Observe: sempre há câmera-lenta nos momentos de intersecção dos pontos de vista

O filme parece durar mais do que 80 minutos, principalmente para o olhar acostumado com o padrão americano de cenas rápidas

É interessante porque mantém a expectativa da platéia sob controle, sem buscar uma catarse, uma excitação violenta, que é o que todos esperam

Mas a platéia, geralmente, fica tensa pois sabe que a qualquer momento o tiroteio pode começar. O tempo é fluido, o único aviso são as nuvens no céu

O diretor sugere que não há uma idéia coerente do que levou eles a cometerem aquela tragédia

O filme é minimalista. Mas não é simplista: não é fácil ali ver razões ou explicações para tudo aquilo


Influência de Kubrick

Quando Stanley Kubrick fez filme 2001 – uma odisséia no espaço, Kubrick disse que se inspirava no cinema russo.

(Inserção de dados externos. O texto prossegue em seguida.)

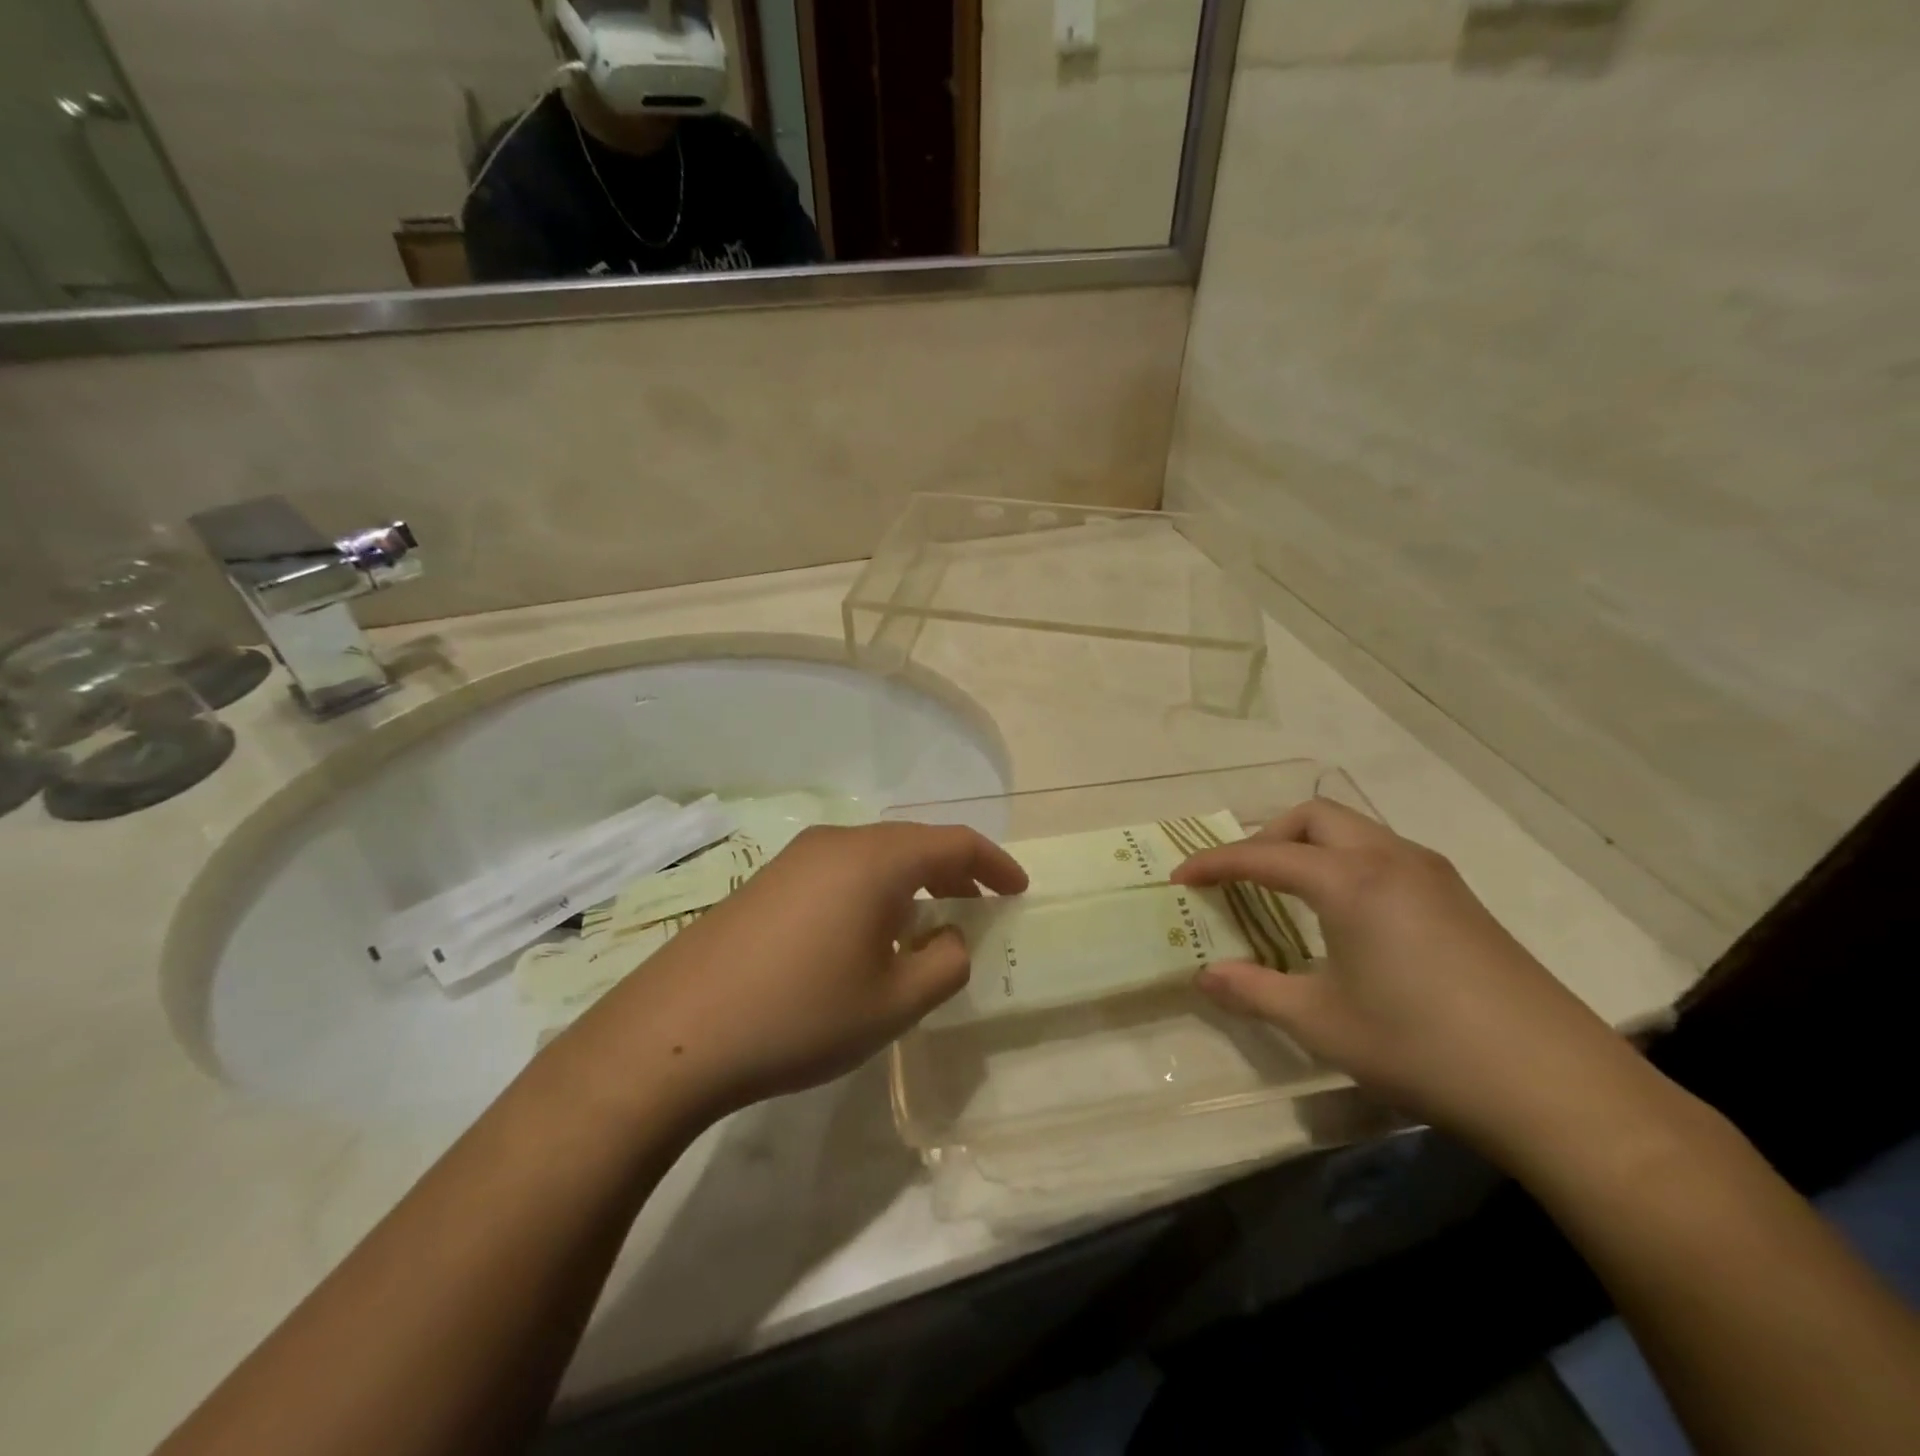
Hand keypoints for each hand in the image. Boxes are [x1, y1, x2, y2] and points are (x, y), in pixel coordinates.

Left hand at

Quando Gus Van Sant fez Elefante, ele diz que se inspirou no cinema húngaro.
Ele filma no formato 1:33-por-1, que é o preferido de Kubrick.

Alex também é o nome do anti-herói do filme Laranja mecânica, do Kubrick. Também Alex é o nome do assassino do massacre de verdade.

O Grande Golpe (The Killing, EUA, 1956), de Kubrick, mostra mesmas cenas sob pontos de vista diferentes. E, em O Grande Golpe, há um tiroteio em que muitos morrem.

Outra semelhança com o Grande Golpe é que Kubrick permite que haja muito espaço ‘vazio’ em torno dos seus personagens.

Em O Iluminado (The Shining, 1980), há um homem que atravessa um local de alto perigo sem ter medo da morte e é assassinado brutalmente. Explicaria um pouco do porquê Gus Van Sant colocar o Benny (negro de camisa amarela) ali naquela situação?

Kubrick dizia que o importante de um filme não era seu desfecho, mas sim seu ‘ritual’ e seu ‘ritmo’. “Um filme bom pode até não ter roteiro, mas precisa de um ritual”, dizia ele. Esse filme não tem roteiro. Tem um ritual?

Ok, Gus Van Sant não é Stanley Kubrick. Eu também sei disso.

1 Comments:

Blogger Carina Dourado said...

sem falar que o alex, do laranja mecânica, adora beethoven.